Check each line of the material below for "paths", then copy the ones that contain it.

Information shown:
=== Begin Enclosure ===

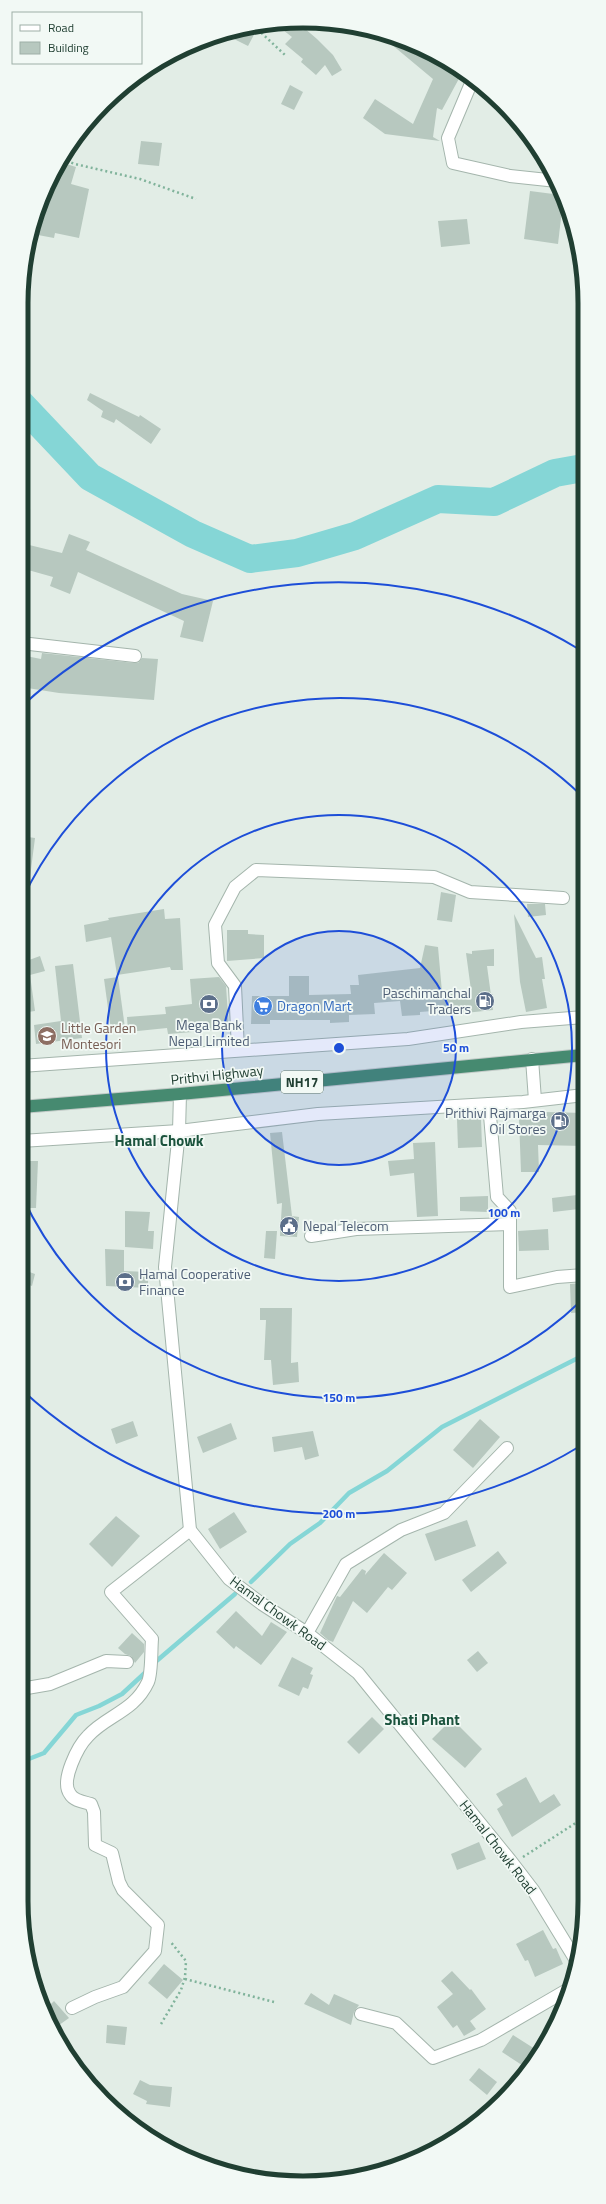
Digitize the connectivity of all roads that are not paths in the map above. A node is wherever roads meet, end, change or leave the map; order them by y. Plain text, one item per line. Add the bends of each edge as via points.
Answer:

=== End Enclosure ===
=== Begin Enclosure ===

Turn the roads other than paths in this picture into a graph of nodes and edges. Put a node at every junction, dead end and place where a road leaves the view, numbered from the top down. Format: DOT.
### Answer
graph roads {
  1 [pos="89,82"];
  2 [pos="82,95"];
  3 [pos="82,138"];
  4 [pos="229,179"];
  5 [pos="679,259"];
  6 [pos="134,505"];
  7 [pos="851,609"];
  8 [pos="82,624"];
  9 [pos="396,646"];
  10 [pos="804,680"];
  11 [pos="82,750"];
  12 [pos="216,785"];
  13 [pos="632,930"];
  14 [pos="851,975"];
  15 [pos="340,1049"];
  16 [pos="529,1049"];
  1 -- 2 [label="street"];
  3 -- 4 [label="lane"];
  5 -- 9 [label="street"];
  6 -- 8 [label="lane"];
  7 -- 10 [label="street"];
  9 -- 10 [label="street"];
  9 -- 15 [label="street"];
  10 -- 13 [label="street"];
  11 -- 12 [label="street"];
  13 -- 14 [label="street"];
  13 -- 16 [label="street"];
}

=== End Enclosure ===

Output for this task:
Digitize the connectivity of all roads that are not paths in the map above. A node is wherever roads meet, end, change or leave the map; order them by y. Plain text, one item per line. Add the bends of each edge as via points.
Turn the roads other than paths in this picture into a graph of nodes and edges. Put a node at every junction, dead end and place where a road leaves the view, numbered from the top down. Format: DOT.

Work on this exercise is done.